• [ACTIVITY]:
Your answer should be every line with the word "Left", copied from the data below.

Recorded data
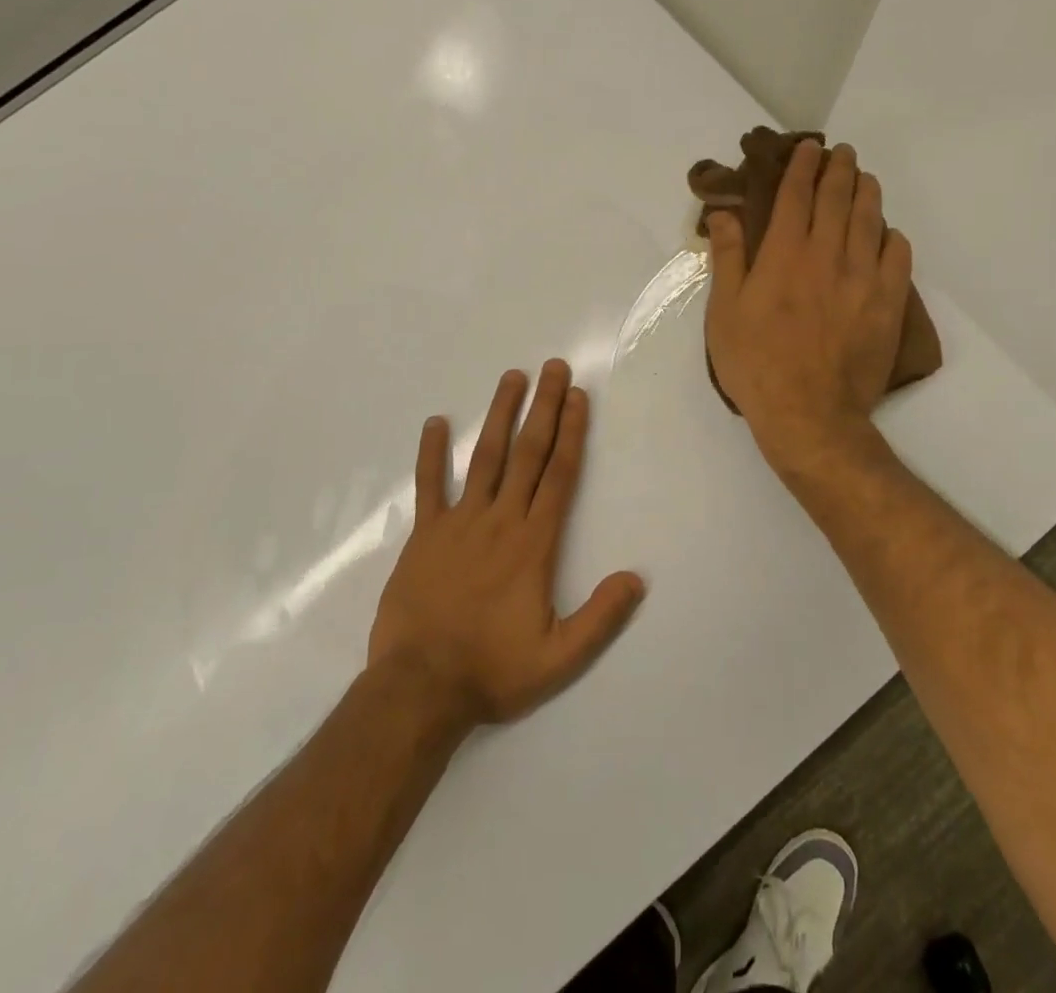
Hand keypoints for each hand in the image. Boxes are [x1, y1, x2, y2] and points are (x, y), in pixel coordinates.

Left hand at [368, 360, 645, 726]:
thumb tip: (636, 578)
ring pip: (484, 457)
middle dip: (543, 407)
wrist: (419, 688)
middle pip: (528, 453)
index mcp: (533, 543)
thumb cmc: (492, 670)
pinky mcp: (424, 534)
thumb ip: (600, 617)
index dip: (571, 432)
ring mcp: (458, 522)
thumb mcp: (559, 657)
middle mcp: (500, 520)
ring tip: (512, 377)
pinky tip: (435, 422)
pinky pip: (429, 485)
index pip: (559, 475)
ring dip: (500, 415)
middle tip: (553, 368)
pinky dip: (431, 452)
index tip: (578, 397)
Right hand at [704, 140, 912, 476]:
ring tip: (864, 178)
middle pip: (838, 198)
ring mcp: (863, 278)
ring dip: (867, 192)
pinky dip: (892, 235)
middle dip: (839, 169)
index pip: (797, 195)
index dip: (802, 167)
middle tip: (841, 153)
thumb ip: (728, 257)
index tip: (808, 148)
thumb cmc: (756, 363)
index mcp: (784, 254)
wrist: (809, 413)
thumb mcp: (724, 311)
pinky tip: (886, 232)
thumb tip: (726, 212)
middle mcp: (827, 255)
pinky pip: (898, 255)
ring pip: (871, 219)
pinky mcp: (887, 303)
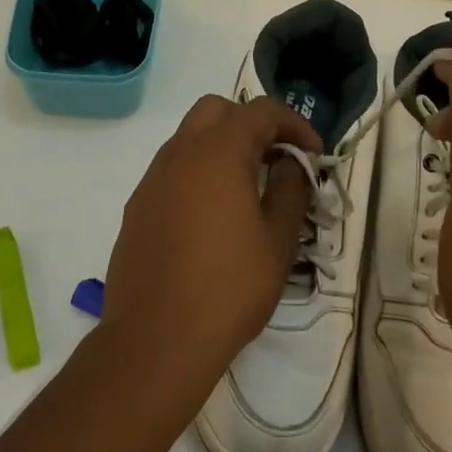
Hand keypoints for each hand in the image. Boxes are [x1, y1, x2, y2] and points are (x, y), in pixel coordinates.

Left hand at [101, 95, 320, 416]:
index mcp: (219, 153)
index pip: (261, 111)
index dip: (294, 124)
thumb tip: (291, 163)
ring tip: (248, 187)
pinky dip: (198, 171)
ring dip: (222, 146)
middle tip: (276, 159)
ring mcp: (153, 179)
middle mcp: (180, 153)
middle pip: (218, 110)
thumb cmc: (229, 288)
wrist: (155, 341)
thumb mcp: (277, 241)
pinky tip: (213, 215)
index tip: (314, 155)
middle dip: (252, 124)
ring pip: (190, 137)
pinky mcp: (137, 206)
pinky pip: (172, 169)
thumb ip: (289, 190)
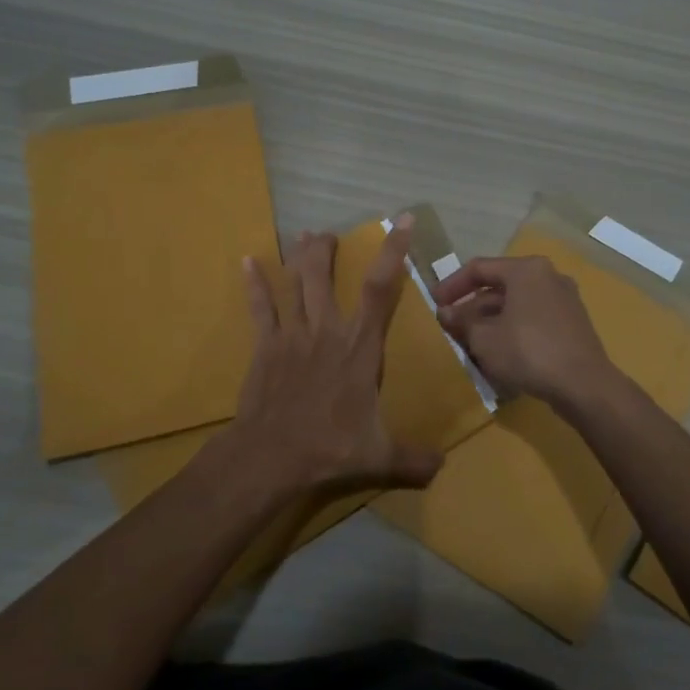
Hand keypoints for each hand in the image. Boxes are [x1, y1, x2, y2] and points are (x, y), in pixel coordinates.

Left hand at [228, 221, 443, 494]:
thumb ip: (413, 459)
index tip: (401, 222)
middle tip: (329, 233)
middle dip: (328, 250)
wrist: (273, 454)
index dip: (393, 252)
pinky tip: (246, 262)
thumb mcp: (380, 457)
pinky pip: (260, 308)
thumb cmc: (331, 447)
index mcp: (360, 347)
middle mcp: (328, 330)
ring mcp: (294, 334)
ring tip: (304, 235)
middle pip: (326, 277)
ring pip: (296, 284)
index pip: (381, 290)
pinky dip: (254, 284)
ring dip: (300, 258)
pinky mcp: (266, 345)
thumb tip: (443, 467)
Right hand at [433, 255, 612, 407]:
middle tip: (450, 326)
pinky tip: (499, 352)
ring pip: (516, 304)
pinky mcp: (572, 323)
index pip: (478, 268)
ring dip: (490, 320)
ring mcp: (564, 299)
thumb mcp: (484, 338)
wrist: (584, 385)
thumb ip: (462, 322)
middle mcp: (548, 276)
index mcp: (526, 269)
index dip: (452, 285)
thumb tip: (445, 313)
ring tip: (470, 342)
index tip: (434, 303)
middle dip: (472, 307)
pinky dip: (512, 329)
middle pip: (499, 286)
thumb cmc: (528, 352)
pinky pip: (533, 318)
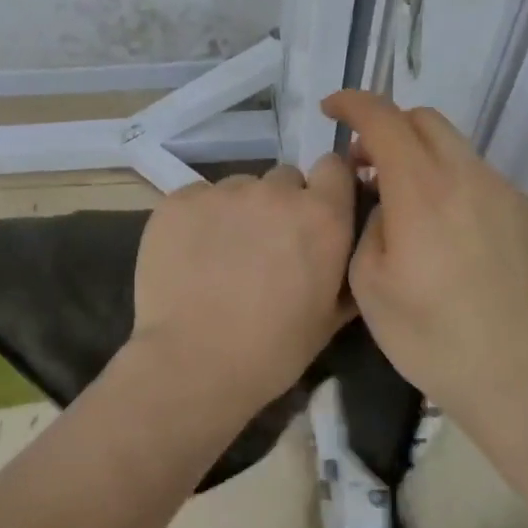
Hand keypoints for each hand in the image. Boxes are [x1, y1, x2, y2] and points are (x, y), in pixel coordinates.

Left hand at [132, 159, 357, 396]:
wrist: (194, 361)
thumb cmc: (272, 350)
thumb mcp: (329, 318)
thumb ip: (345, 269)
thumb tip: (349, 246)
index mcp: (321, 216)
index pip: (334, 167)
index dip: (326, 188)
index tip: (315, 213)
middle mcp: (275, 192)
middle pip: (284, 178)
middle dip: (280, 204)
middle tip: (265, 245)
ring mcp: (223, 192)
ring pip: (239, 187)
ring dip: (238, 211)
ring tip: (221, 254)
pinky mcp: (178, 200)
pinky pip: (198, 197)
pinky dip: (198, 218)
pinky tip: (190, 255)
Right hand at [322, 90, 527, 419]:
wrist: (519, 374)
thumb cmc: (430, 335)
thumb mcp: (369, 283)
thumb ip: (369, 224)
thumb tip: (386, 205)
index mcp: (421, 190)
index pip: (384, 119)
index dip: (352, 103)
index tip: (330, 109)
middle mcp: (466, 177)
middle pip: (424, 119)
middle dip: (387, 126)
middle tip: (364, 165)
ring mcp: (502, 193)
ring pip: (454, 147)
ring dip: (419, 155)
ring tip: (402, 202)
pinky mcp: (525, 215)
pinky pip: (477, 177)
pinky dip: (448, 181)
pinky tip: (442, 231)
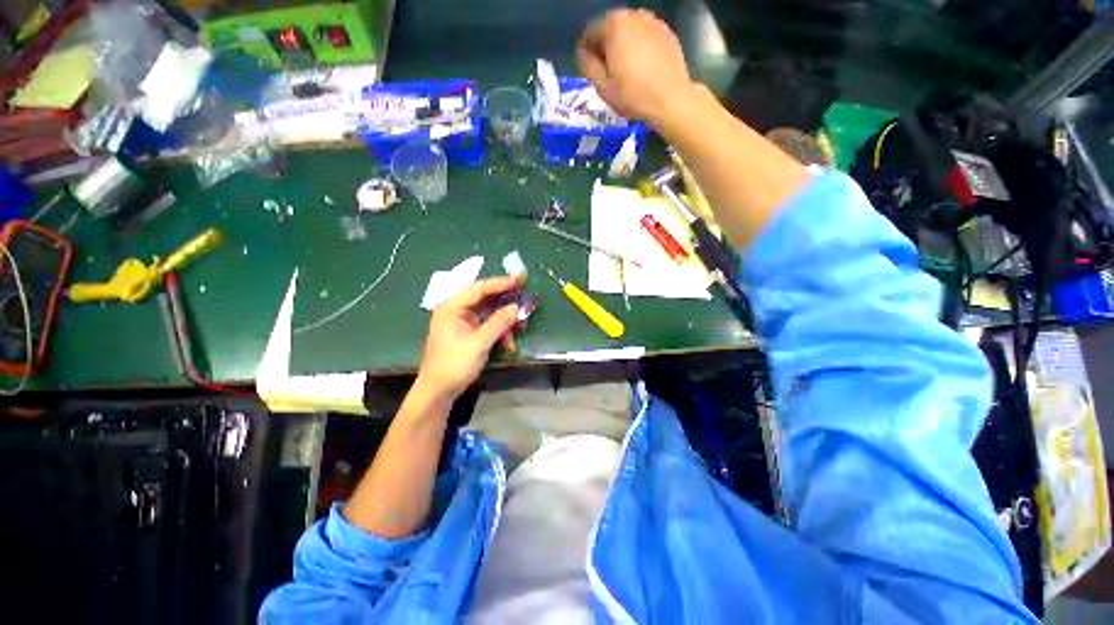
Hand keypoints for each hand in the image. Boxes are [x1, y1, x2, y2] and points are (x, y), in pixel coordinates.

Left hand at [415, 275, 524, 402]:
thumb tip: (516, 307)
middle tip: (525, 298)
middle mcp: (457, 310)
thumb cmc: (454, 365)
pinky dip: (500, 332)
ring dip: (505, 321)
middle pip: (486, 299)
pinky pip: (488, 326)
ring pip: (489, 313)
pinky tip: (509, 344)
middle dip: (506, 302)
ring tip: (522, 327)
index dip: (501, 283)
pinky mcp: (468, 333)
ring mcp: (462, 322)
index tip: (521, 278)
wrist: (438, 392)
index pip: (479, 288)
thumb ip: (499, 323)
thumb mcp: (479, 343)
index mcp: (452, 307)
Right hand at [576, 9, 692, 122]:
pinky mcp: (668, 33)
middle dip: (605, 47)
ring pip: (629, 32)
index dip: (586, 51)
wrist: (671, 100)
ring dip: (623, 47)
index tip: (588, 69)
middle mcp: (634, 15)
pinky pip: (646, 38)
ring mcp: (654, 22)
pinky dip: (639, 48)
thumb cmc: (633, 95)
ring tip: (624, 71)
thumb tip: (583, 54)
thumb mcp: (602, 87)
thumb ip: (587, 65)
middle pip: (611, 29)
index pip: (590, 32)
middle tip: (606, 71)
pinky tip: (641, 69)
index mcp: (614, 25)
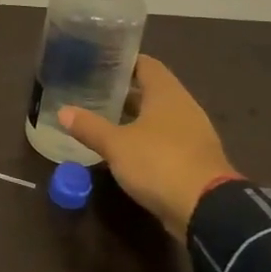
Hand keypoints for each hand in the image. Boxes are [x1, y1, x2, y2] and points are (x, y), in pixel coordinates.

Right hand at [58, 55, 238, 242]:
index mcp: (167, 94)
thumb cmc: (160, 163)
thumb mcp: (116, 145)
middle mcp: (184, 108)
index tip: (99, 61)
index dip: (123, 61)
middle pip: (152, 90)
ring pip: (159, 117)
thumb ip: (90, 127)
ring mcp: (193, 135)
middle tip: (93, 91)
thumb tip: (63, 111)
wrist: (207, 210)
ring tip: (104, 118)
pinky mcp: (195, 159)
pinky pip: (166, 139)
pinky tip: (125, 148)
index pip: (146, 64)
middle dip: (125, 91)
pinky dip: (146, 139)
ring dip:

• [ANSWER TO THE EXERCISE]:
Left hand at [368, 360, 645, 726]:
Left hand at [101, 95, 320, 416]:
Left hand at [228, 221, 443, 494]:
Left hand at [132, 159, 357, 396]:
Left hand at [415, 275, 524, 402]:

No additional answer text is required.